╭─ DATA UNDER STUDY

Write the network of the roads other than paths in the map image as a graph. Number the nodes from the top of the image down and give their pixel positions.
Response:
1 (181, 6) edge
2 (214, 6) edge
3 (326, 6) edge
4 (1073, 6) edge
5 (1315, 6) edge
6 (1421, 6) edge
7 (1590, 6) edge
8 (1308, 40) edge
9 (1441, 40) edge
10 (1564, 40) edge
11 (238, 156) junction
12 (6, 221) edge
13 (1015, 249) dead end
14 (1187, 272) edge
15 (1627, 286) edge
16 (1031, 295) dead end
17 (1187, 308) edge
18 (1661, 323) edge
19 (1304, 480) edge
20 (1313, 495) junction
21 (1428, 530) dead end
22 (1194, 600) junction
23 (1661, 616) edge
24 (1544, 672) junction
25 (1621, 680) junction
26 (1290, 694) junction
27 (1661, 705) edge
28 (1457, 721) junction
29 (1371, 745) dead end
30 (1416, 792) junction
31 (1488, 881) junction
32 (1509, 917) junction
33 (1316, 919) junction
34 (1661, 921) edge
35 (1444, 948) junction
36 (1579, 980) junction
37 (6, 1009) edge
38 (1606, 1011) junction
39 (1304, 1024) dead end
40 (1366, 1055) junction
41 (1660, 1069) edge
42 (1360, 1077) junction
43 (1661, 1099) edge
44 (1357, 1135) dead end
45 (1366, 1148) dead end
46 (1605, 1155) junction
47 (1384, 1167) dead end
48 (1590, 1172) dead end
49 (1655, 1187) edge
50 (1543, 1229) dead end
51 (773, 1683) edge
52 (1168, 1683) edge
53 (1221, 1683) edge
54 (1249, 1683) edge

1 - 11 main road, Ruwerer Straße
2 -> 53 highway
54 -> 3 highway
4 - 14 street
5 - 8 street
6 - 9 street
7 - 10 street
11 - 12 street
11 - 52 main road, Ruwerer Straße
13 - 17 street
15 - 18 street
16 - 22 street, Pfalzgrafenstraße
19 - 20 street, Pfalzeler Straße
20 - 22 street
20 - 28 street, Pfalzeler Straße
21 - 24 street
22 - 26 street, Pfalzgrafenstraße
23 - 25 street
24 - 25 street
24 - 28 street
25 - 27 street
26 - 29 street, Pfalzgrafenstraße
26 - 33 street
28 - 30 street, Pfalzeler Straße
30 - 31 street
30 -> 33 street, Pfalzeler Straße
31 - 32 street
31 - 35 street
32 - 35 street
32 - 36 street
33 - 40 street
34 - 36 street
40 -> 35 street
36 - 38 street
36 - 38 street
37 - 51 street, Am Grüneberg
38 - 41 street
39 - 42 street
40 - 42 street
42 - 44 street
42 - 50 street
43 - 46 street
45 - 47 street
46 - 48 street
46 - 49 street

╰─

* _ASSIGNMENT_
Copy out each entry above with no deviation.

* _ANSWER SECTION_
Write the network of the roads other than paths in the map image as a graph. Number the nodes from the top of the image down and give their pixel positions.
Response:
1 (181, 6) edge
2 (214, 6) edge
3 (326, 6) edge
4 (1073, 6) edge
5 (1315, 6) edge
6 (1421, 6) edge
7 (1590, 6) edge
8 (1308, 40) edge
9 (1441, 40) edge
10 (1564, 40) edge
11 (238, 156) junction
12 (6, 221) edge
13 (1015, 249) dead end
14 (1187, 272) edge
15 (1627, 286) edge
16 (1031, 295) dead end
17 (1187, 308) edge
18 (1661, 323) edge
19 (1304, 480) edge
20 (1313, 495) junction
21 (1428, 530) dead end
22 (1194, 600) junction
23 (1661, 616) edge
24 (1544, 672) junction
25 (1621, 680) junction
26 (1290, 694) junction
27 (1661, 705) edge
28 (1457, 721) junction
29 (1371, 745) dead end
30 (1416, 792) junction
31 (1488, 881) junction
32 (1509, 917) junction
33 (1316, 919) junction
34 (1661, 921) edge
35 (1444, 948) junction
36 (1579, 980) junction
37 (6, 1009) edge
38 (1606, 1011) junction
39 (1304, 1024) dead end
40 (1366, 1055) junction
41 (1660, 1069) edge
42 (1360, 1077) junction
43 (1661, 1099) edge
44 (1357, 1135) dead end
45 (1366, 1148) dead end
46 (1605, 1155) junction
47 (1384, 1167) dead end
48 (1590, 1172) dead end
49 (1655, 1187) edge
50 (1543, 1229) dead end
51 (773, 1683) edge
52 (1168, 1683) edge
53 (1221, 1683) edge
54 (1249, 1683) edge

1 - 11 main road, Ruwerer Straße
2 -> 53 highway
54 -> 3 highway
4 - 14 street
5 - 8 street
6 - 9 street
7 - 10 street
11 - 12 street
11 - 52 main road, Ruwerer Straße
13 - 17 street
15 - 18 street
16 - 22 street, Pfalzgrafenstraße
19 - 20 street, Pfalzeler Straße
20 - 22 street
20 - 28 street, Pfalzeler Straße
21 - 24 street
22 - 26 street, Pfalzgrafenstraße
23 - 25 street
24 - 25 street
24 - 28 street
25 - 27 street
26 - 29 street, Pfalzgrafenstraße
26 - 33 street
28 - 30 street, Pfalzeler Straße
30 - 31 street
30 -> 33 street, Pfalzeler Straße
31 - 32 street
31 - 35 street
32 - 35 street
32 - 36 street
33 - 40 street
34 - 36 street
40 -> 35 street
36 - 38 street
36 - 38 street
37 - 51 street, Am Grüneberg
38 - 41 street
39 - 42 street
40 - 42 street
42 - 44 street
42 - 50 street
43 - 46 street
45 - 47 street
46 - 48 street
46 - 49 street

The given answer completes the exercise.